■ **Try it**
Copy all lines below that use the word "Plutovej".

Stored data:
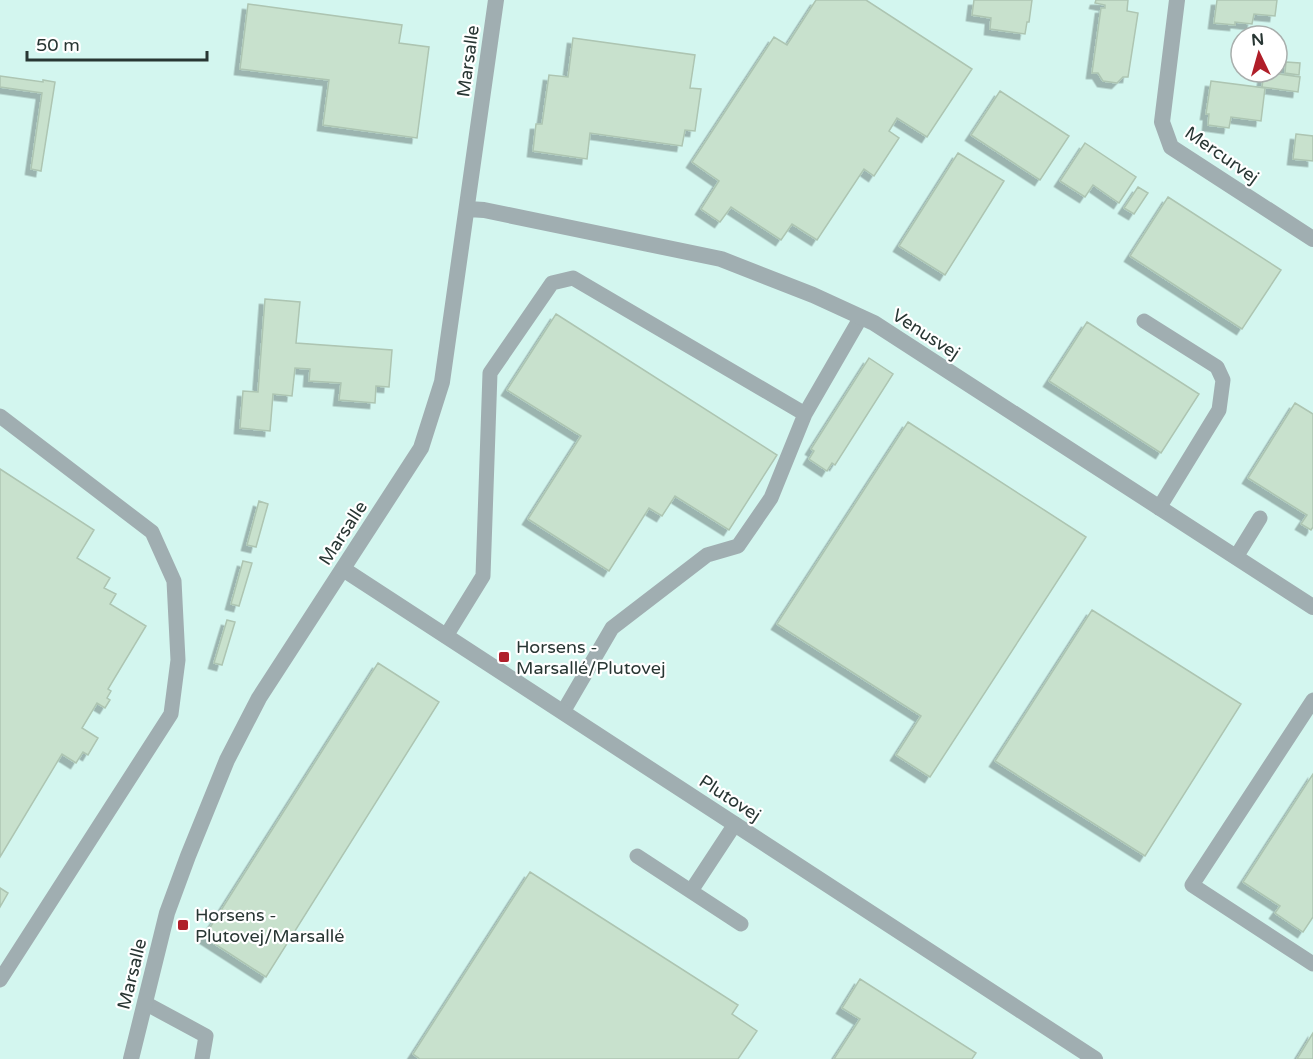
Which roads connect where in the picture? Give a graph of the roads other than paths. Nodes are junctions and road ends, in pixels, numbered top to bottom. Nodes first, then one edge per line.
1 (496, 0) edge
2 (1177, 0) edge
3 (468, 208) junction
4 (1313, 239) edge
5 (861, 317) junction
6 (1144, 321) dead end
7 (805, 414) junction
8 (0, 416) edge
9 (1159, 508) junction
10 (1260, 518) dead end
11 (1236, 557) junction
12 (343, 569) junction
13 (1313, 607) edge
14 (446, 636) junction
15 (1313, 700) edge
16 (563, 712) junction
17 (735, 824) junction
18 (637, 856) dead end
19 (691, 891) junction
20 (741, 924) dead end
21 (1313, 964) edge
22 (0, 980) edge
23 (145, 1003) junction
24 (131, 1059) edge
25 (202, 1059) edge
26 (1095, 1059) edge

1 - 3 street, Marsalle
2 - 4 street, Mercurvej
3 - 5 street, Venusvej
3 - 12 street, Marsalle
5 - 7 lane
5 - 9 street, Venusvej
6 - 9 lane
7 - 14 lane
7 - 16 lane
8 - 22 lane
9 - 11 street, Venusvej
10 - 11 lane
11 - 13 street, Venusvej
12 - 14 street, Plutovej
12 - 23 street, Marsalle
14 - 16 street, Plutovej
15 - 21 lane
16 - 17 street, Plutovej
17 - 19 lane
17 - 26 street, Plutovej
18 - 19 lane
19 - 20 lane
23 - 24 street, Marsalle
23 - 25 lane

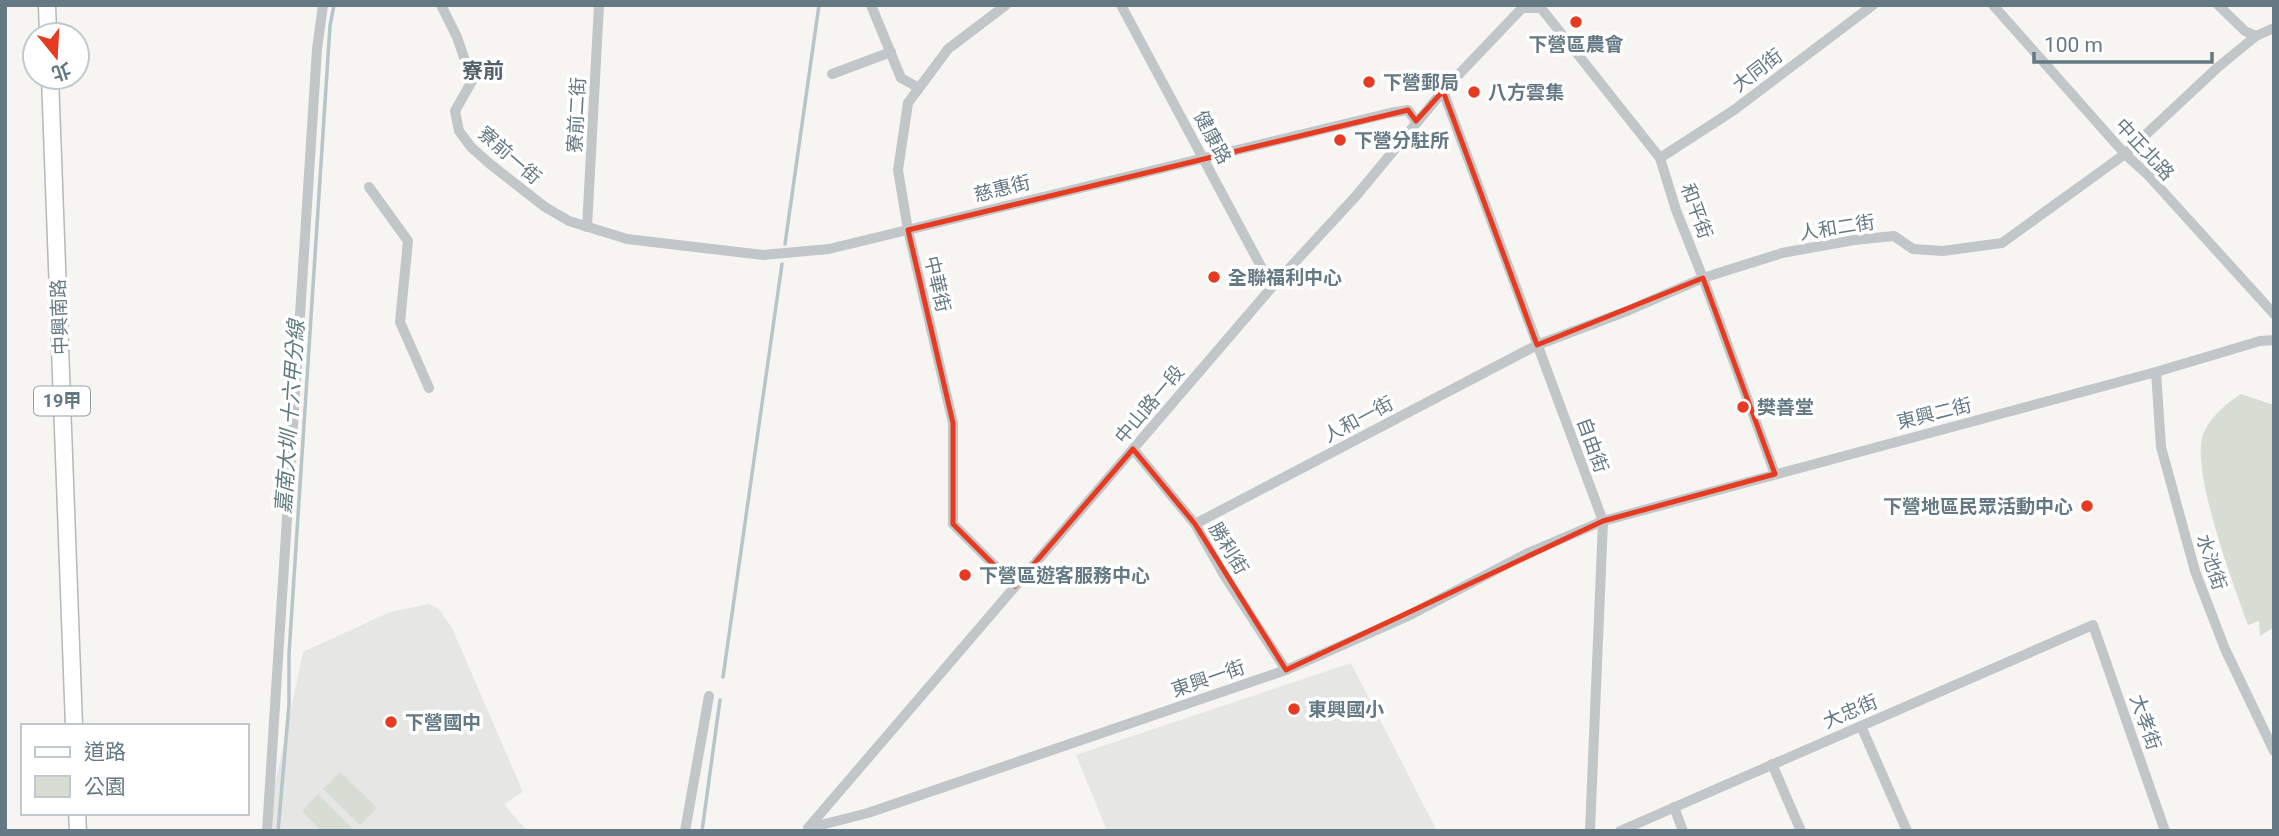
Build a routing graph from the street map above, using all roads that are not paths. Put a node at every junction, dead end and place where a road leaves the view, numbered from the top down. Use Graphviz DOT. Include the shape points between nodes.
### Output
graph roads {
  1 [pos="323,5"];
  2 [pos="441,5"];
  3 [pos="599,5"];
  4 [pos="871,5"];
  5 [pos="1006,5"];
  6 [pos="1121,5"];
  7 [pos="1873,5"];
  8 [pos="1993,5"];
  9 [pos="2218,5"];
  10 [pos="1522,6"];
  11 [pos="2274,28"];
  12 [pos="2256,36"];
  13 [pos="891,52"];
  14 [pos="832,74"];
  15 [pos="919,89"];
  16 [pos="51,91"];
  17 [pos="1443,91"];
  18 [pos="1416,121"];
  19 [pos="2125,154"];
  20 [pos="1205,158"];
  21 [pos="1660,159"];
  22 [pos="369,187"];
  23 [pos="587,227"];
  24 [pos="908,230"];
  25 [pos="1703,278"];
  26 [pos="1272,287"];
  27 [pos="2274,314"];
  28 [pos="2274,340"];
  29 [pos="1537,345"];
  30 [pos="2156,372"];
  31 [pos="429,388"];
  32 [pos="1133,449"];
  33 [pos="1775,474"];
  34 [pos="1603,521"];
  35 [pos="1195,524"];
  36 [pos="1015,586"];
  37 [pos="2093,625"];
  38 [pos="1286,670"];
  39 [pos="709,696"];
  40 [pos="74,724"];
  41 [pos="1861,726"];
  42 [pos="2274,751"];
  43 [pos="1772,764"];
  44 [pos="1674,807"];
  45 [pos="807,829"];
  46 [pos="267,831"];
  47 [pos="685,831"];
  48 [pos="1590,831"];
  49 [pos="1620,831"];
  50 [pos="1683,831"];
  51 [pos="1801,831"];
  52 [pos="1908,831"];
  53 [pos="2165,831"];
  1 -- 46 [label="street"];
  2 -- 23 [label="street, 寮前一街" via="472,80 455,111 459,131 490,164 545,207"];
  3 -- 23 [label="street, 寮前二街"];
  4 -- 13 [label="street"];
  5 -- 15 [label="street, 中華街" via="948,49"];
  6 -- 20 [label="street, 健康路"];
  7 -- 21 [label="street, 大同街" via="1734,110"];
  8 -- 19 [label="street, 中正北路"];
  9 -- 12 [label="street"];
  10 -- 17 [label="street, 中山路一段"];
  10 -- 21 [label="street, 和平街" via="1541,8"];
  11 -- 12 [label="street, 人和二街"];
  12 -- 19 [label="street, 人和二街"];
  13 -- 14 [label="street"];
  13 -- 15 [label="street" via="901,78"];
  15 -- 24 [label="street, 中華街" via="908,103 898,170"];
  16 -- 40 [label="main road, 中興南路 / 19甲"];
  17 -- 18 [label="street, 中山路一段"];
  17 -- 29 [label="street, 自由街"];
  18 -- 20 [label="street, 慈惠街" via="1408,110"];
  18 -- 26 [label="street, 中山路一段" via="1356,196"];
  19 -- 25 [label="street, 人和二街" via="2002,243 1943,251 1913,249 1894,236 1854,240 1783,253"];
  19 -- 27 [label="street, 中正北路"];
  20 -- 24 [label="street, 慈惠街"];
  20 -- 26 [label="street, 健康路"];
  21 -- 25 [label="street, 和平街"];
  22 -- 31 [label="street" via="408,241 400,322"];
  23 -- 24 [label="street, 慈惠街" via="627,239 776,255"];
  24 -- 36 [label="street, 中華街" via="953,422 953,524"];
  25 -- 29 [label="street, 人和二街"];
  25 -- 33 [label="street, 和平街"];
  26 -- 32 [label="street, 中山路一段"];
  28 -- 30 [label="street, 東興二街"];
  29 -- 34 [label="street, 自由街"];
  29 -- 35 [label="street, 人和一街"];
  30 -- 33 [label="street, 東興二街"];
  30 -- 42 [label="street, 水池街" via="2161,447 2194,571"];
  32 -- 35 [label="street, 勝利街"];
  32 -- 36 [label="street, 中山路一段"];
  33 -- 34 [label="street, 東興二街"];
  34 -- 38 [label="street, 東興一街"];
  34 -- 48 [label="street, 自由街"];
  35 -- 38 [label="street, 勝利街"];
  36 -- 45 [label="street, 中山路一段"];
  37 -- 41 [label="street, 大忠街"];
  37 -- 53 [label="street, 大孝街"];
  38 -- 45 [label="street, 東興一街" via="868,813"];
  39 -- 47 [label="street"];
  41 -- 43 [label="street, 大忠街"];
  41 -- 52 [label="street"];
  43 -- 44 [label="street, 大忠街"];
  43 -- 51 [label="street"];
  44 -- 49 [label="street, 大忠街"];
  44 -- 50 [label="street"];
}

---

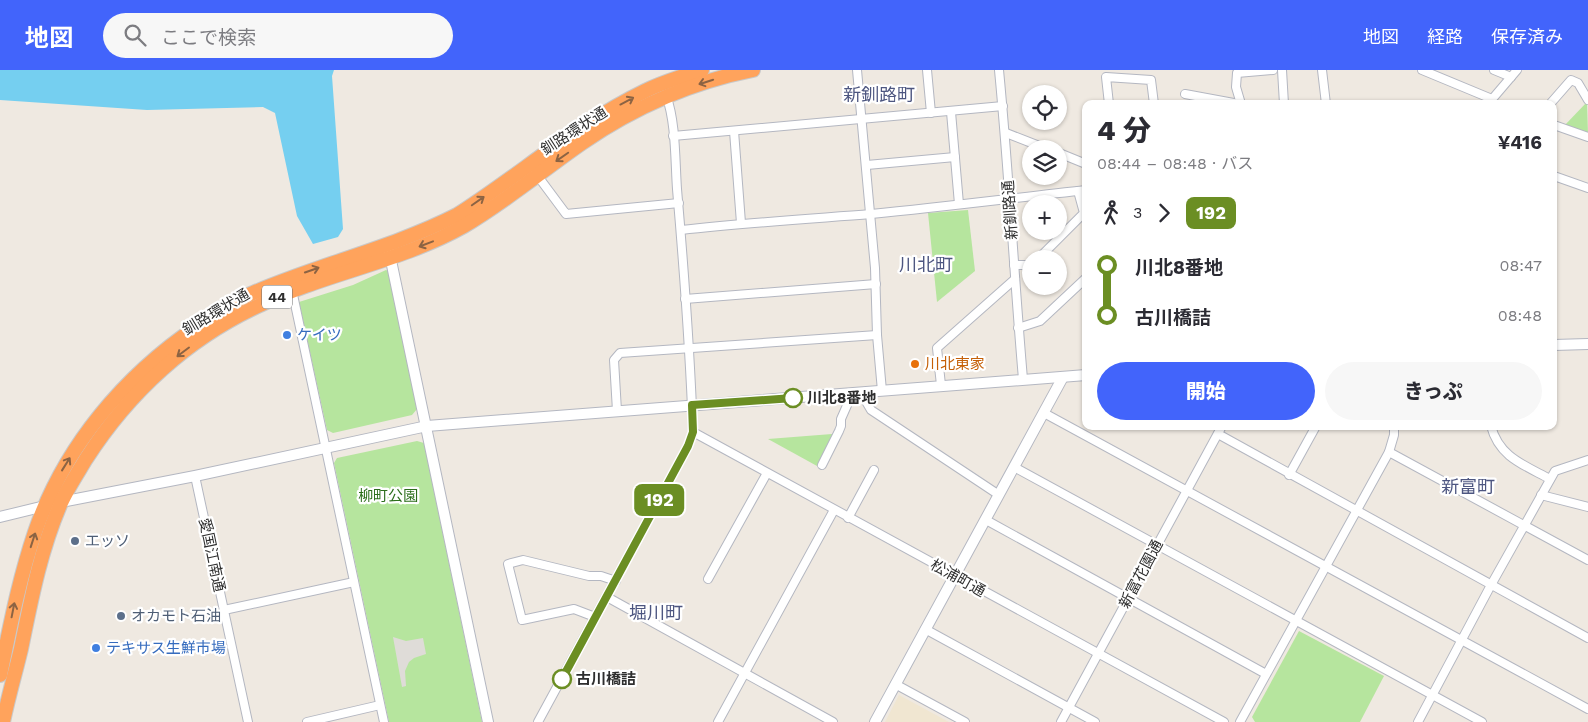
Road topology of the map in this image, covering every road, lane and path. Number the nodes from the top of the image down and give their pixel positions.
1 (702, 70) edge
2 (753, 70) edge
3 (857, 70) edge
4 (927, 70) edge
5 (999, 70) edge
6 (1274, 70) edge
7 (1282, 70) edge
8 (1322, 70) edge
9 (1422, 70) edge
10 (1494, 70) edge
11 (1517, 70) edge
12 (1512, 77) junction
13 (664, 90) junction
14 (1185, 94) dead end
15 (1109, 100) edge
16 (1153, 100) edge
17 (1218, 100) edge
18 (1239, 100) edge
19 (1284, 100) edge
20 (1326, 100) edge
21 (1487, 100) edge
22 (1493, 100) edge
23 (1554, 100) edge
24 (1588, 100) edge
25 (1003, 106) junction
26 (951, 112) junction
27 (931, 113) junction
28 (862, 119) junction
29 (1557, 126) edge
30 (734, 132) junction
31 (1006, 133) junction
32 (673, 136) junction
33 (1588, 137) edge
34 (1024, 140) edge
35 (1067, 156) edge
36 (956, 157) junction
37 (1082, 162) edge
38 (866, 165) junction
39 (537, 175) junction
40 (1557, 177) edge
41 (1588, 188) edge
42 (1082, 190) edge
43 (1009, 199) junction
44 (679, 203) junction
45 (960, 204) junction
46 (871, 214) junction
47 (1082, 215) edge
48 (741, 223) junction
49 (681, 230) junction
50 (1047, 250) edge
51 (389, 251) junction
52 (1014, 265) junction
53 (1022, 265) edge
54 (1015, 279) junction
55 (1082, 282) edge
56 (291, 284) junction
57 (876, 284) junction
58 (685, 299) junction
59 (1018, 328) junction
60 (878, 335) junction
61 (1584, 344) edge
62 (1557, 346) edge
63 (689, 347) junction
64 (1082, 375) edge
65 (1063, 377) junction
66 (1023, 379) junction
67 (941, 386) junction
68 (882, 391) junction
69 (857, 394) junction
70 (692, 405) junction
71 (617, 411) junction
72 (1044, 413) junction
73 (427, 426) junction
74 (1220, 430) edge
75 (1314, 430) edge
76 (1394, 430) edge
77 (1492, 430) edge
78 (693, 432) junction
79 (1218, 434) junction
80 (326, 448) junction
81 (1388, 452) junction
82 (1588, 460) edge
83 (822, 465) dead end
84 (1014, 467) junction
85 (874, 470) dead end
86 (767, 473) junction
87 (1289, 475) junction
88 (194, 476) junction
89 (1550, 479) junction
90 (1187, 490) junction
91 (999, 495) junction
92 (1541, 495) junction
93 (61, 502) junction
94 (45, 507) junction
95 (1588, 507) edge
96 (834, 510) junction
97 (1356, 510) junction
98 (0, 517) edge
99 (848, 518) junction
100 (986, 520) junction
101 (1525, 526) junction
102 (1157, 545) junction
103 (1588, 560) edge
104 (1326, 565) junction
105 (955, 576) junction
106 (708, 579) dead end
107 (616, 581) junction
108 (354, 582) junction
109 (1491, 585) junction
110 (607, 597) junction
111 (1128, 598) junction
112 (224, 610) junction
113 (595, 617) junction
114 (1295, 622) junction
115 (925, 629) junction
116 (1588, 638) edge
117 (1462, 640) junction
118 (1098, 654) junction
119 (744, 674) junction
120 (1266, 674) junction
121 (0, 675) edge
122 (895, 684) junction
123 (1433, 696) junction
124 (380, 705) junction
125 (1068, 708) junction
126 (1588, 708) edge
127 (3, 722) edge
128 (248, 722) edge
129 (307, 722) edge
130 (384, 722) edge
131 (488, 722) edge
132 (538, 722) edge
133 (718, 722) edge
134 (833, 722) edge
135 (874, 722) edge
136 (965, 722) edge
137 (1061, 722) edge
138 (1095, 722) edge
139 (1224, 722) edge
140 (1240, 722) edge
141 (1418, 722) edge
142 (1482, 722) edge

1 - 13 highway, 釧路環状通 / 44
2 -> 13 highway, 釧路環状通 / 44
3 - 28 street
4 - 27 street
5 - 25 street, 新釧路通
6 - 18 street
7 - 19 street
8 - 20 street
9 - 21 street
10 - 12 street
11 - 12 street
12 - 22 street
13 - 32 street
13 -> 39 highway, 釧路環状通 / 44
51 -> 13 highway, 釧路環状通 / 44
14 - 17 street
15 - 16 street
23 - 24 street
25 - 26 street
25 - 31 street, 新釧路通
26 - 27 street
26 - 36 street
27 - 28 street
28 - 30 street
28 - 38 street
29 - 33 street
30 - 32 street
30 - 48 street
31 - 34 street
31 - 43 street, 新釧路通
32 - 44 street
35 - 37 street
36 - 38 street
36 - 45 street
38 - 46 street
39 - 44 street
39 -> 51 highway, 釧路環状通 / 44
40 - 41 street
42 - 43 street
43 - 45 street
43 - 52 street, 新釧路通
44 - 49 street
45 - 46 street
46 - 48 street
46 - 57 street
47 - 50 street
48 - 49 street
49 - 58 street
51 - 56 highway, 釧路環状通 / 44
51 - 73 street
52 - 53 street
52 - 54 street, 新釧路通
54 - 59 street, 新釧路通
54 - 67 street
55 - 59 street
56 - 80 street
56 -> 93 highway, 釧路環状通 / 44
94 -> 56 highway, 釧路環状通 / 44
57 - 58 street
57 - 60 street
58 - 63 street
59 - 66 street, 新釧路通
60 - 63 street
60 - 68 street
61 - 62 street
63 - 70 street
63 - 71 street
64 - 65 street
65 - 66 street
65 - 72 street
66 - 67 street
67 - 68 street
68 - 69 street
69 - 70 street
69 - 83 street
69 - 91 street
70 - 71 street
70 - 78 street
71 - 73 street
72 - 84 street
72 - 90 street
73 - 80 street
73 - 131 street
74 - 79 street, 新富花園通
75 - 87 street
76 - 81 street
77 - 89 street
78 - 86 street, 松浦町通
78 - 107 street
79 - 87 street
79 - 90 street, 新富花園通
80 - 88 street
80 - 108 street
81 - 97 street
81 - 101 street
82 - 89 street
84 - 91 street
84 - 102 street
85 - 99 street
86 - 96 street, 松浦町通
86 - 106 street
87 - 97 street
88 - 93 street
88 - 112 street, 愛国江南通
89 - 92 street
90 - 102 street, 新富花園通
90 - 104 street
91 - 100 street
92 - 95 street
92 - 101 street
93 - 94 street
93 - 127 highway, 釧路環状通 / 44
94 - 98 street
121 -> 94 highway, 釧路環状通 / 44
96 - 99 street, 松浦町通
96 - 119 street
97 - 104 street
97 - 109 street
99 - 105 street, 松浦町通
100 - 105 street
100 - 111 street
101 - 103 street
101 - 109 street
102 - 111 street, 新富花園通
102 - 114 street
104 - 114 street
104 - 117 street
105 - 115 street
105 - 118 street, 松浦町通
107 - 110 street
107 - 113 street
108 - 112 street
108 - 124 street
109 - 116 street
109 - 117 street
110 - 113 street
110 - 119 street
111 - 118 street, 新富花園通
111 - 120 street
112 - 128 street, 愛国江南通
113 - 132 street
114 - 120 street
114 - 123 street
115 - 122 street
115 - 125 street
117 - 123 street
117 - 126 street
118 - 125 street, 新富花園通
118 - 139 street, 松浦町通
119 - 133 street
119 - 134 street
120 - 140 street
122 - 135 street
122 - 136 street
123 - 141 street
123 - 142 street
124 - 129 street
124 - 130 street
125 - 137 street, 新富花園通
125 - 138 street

■ **Solution below**
12 - 14 street, Plutovej
14 - 16 street, Plutovej
16 - 17 street, Plutovej
17 - 26 street, Plutovej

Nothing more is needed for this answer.